- From: Assaf Arkin <arkin@intalio.com>
- Date: Tue, 15 Apr 2003 13:18:29 -0700
- To: Steve Ross-Talbot <steve@enigmatec.net>
- CC: Jean-Jacques Dubray <jjd@eigner.com>, "'Howard N Smith'" <howard.smith@ontology.org>, public-ws-chor@w3.org
>
>
>>
>> Following your comment that "everything" is a process, shouldn't we
>> expect that any 100% pi-c based solution will follow the same fate of
>> other "uni-cratic" systems like Java, C, SQL, COBOL, ... i.e. severe
>> limitations/complexities outside the realm of applications for which
>> they were designed (e.g. EJBs versus Classes).
>
I know SQL and COBOL are severly limited and not quite useful in the
business world. Still I would be willing to claim success if we get one
choreography definition for every COBOL program or SQL statement used in
an enterprise application. When we get to that point, let's revisit the
issue and ask where we've gone wrong ;-)
With respect to pi-c no matter how I stear at it I don't see an
explicit
choreography specification. All I see is the specification of the
behavior of agents which are capable of communicating which each other.

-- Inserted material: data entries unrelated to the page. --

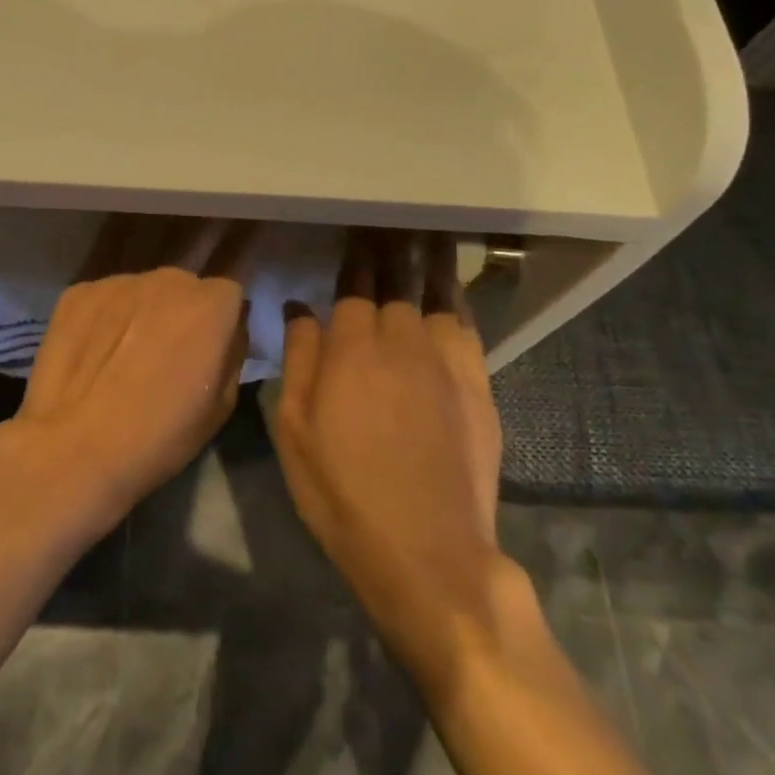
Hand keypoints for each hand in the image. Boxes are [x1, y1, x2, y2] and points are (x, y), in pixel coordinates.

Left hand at [0, 215, 251, 530]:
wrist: (76, 447)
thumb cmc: (160, 435)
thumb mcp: (222, 405)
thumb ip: (232, 352)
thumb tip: (227, 331)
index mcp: (210, 304)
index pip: (228, 296)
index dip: (219, 325)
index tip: (206, 354)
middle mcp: (167, 279)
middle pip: (183, 288)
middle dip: (180, 314)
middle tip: (165, 357)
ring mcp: (117, 282)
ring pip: (142, 291)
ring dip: (141, 314)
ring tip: (122, 358)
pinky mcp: (77, 292)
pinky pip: (104, 299)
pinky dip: (104, 319)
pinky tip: (93, 356)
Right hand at [274, 230, 511, 678]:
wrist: (426, 549)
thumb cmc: (342, 492)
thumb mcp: (296, 431)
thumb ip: (300, 361)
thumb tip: (301, 308)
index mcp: (351, 349)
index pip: (353, 289)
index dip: (354, 262)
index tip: (356, 236)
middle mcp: (400, 341)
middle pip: (396, 284)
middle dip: (391, 252)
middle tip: (393, 224)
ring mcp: (446, 362)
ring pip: (436, 297)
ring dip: (429, 265)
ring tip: (428, 239)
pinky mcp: (478, 387)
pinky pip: (467, 329)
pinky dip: (459, 303)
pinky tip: (455, 294)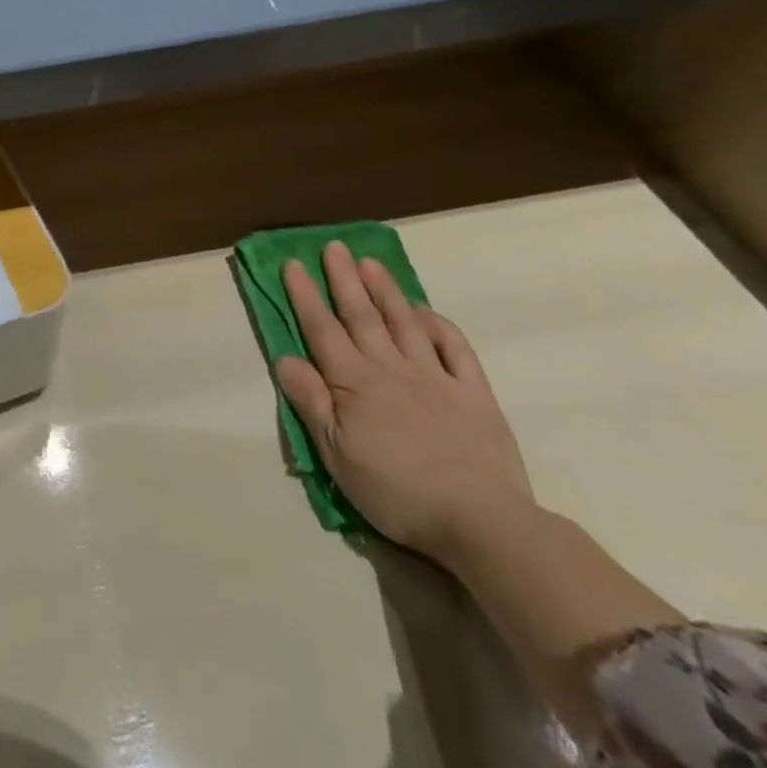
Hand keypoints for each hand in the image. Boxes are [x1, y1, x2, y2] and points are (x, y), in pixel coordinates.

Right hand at [273, 242, 532, 559]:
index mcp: (354, 383)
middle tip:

If you take the example: _xy.0 | x(u)._uv.0 | _xz.0, it expresses the
behavior of each agent and the composition "point" but by no means the
"choreography" is "visible" there. Furthermore, pi-calculus seem to be
limited to request/response message exchange patterns (I'd be
curious to
know how one would model complex MEPs).
Isn't that what B2B and conversation theory is all about?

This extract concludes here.